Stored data
►

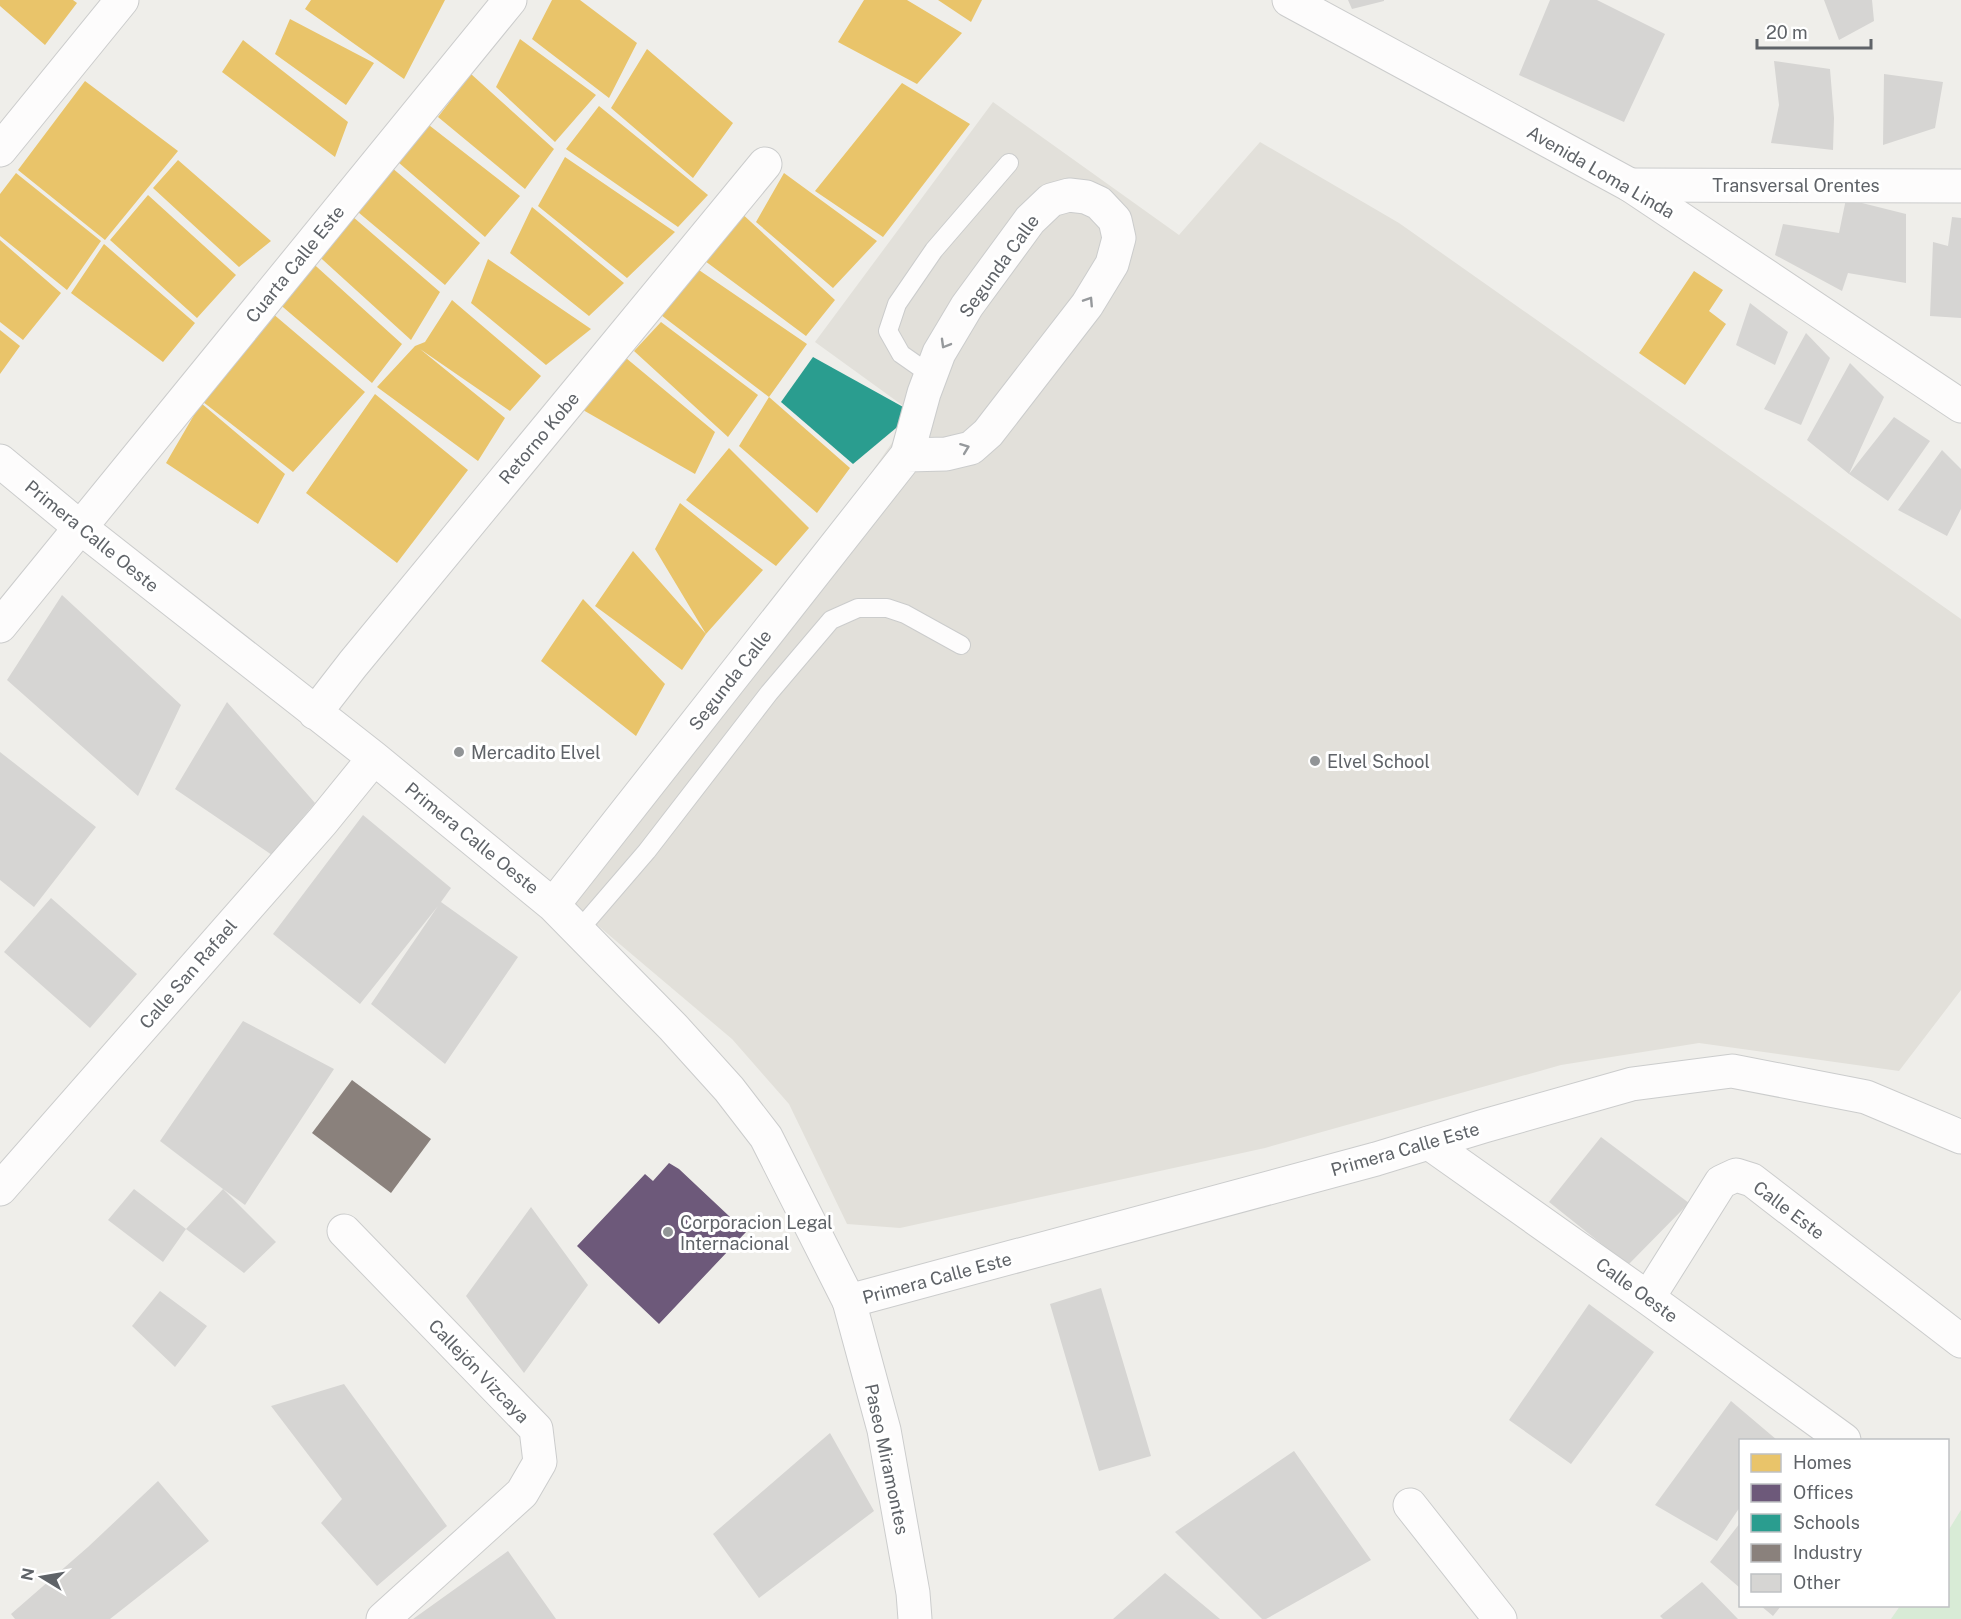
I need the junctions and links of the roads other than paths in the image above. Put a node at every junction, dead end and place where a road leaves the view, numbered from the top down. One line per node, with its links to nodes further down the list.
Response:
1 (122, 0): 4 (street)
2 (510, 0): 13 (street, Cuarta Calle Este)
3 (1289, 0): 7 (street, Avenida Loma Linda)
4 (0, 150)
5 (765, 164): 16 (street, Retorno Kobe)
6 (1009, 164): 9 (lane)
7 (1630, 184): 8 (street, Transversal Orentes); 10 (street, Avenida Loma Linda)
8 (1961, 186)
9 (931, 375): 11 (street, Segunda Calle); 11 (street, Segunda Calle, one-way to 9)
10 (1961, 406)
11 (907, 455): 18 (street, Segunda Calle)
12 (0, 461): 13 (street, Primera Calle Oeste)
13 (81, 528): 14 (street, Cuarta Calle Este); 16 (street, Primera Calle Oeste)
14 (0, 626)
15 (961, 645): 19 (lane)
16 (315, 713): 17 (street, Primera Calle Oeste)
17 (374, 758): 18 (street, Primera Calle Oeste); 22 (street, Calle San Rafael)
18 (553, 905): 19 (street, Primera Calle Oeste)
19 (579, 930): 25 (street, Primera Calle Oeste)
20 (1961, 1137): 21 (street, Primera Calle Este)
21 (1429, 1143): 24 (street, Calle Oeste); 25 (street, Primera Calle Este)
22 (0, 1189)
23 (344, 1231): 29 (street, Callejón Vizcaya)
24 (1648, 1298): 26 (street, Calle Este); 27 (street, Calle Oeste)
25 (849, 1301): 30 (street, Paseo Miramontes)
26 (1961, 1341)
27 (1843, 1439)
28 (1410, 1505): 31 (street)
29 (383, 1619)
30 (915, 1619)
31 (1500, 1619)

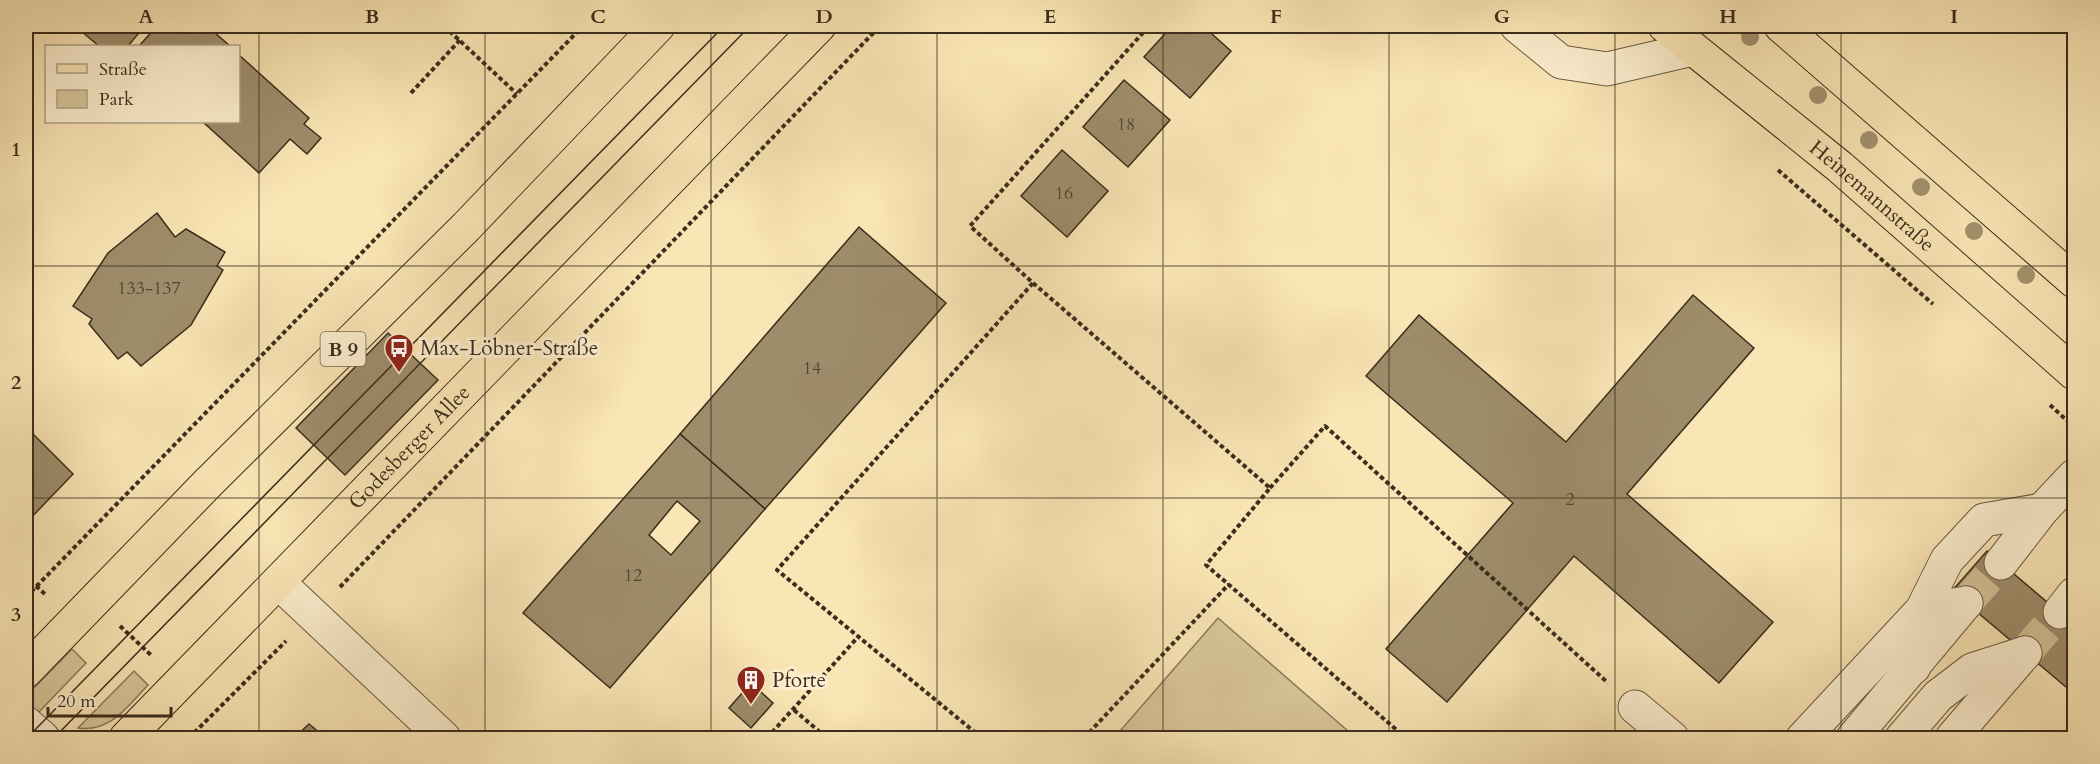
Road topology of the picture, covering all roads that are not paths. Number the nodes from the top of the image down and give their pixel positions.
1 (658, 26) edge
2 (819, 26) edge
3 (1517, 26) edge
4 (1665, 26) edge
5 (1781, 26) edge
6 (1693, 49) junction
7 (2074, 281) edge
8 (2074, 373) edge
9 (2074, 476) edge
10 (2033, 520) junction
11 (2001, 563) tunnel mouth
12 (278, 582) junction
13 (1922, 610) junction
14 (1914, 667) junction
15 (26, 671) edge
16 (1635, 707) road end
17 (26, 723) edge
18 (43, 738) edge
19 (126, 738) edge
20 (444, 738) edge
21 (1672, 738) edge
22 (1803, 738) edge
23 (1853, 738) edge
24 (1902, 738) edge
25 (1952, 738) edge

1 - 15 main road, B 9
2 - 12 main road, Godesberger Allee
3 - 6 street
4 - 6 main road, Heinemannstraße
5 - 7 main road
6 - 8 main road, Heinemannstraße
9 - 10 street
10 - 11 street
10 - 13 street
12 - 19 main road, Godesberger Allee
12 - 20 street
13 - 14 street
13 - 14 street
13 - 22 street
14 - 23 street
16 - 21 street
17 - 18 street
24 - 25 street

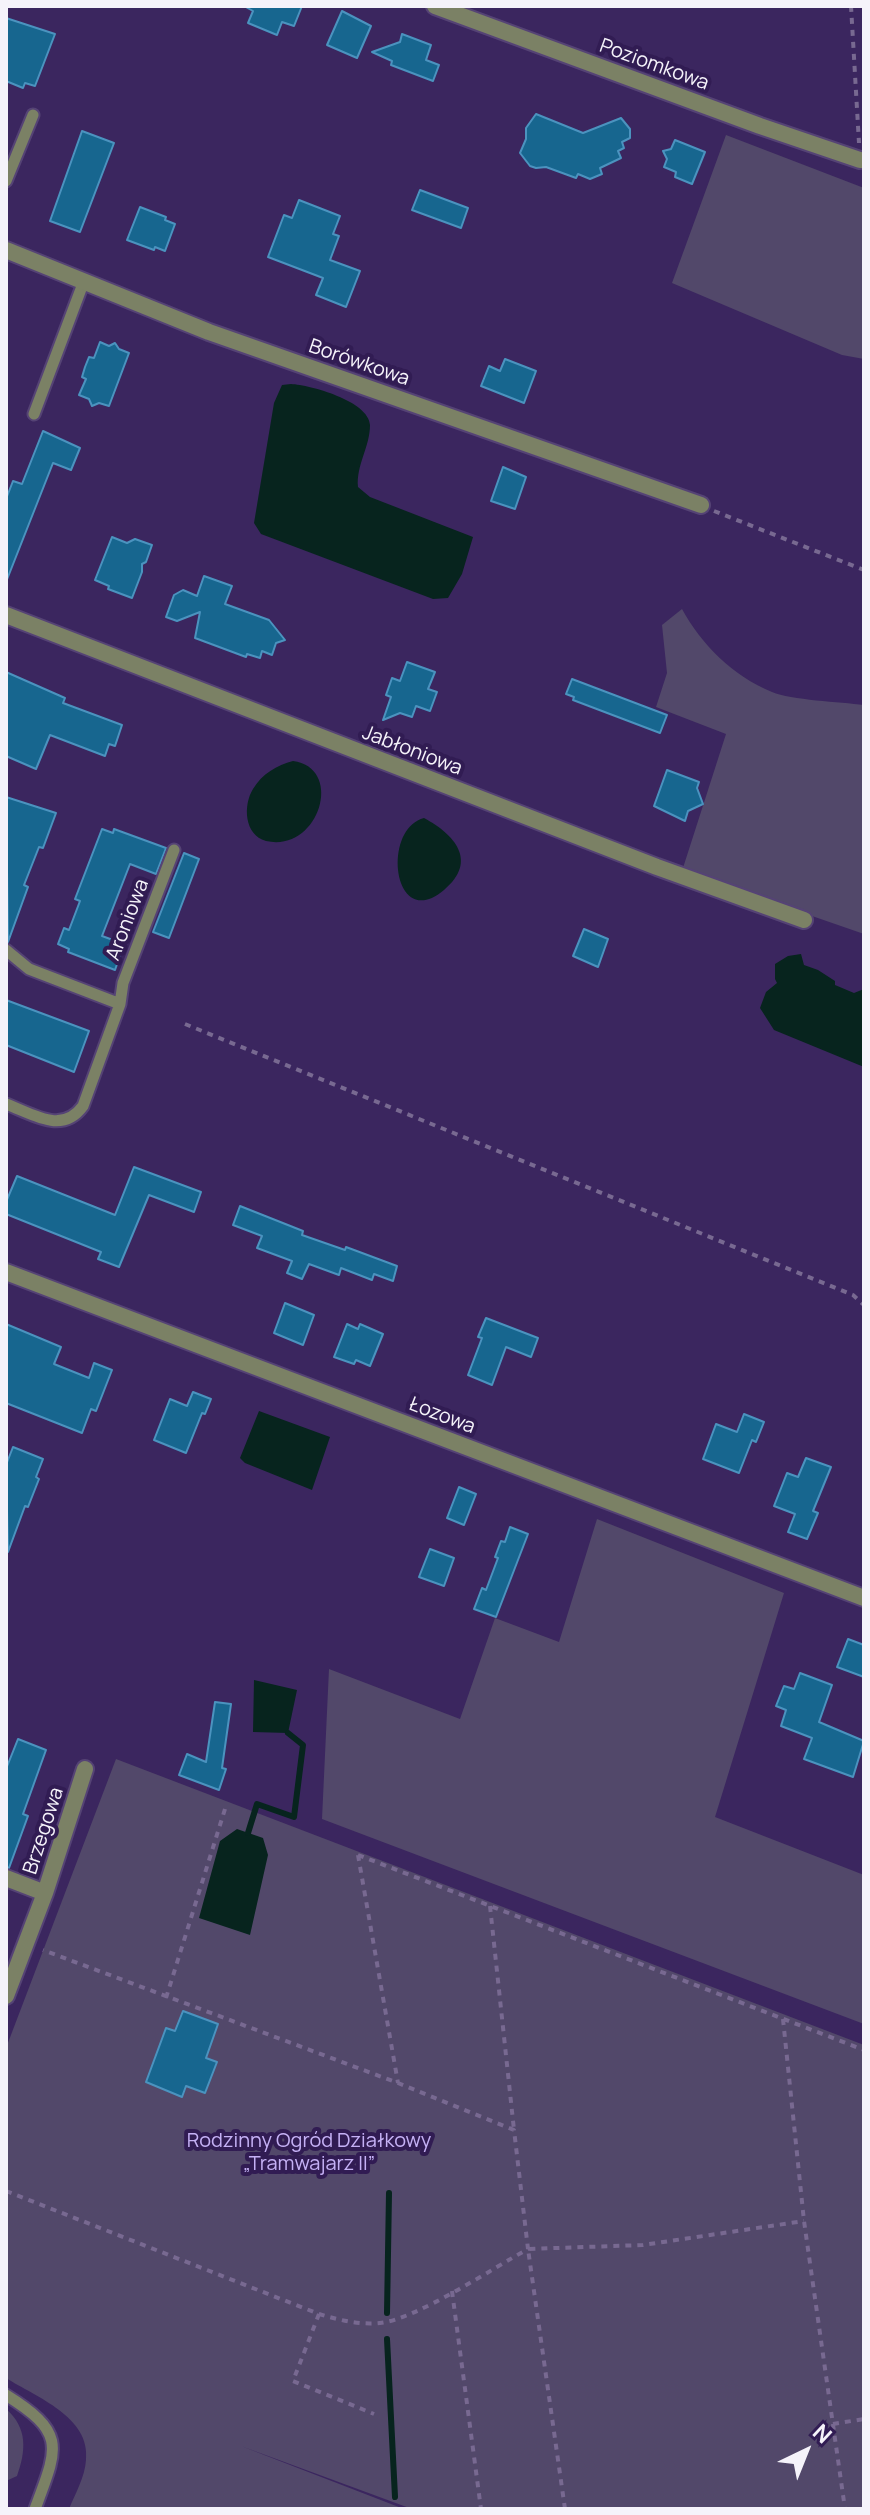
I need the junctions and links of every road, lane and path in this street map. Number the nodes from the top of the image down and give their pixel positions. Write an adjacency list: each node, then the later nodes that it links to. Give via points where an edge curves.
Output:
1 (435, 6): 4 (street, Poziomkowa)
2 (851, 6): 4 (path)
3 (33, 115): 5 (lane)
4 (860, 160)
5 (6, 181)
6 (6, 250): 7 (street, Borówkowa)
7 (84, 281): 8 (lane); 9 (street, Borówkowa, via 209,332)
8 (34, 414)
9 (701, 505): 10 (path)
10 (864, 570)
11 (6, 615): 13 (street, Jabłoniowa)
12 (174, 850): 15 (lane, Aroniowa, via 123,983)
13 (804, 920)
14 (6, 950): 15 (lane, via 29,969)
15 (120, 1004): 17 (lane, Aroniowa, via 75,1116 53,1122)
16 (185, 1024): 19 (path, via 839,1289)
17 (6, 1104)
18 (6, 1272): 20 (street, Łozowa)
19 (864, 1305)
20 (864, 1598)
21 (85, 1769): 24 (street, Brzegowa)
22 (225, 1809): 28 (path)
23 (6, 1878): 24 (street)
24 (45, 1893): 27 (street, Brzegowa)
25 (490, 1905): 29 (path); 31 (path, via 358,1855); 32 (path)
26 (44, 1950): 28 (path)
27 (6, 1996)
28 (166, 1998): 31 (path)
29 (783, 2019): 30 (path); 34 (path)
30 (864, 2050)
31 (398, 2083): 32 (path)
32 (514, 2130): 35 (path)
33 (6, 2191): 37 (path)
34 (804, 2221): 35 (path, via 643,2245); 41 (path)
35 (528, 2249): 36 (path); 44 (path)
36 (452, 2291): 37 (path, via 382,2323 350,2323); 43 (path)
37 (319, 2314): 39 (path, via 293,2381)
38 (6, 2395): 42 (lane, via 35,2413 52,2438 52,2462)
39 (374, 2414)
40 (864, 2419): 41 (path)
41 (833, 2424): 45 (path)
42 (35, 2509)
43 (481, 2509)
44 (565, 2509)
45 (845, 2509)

◄

Give the number of lines in the records that contain the word "Borówkowa", and write nothing else.

2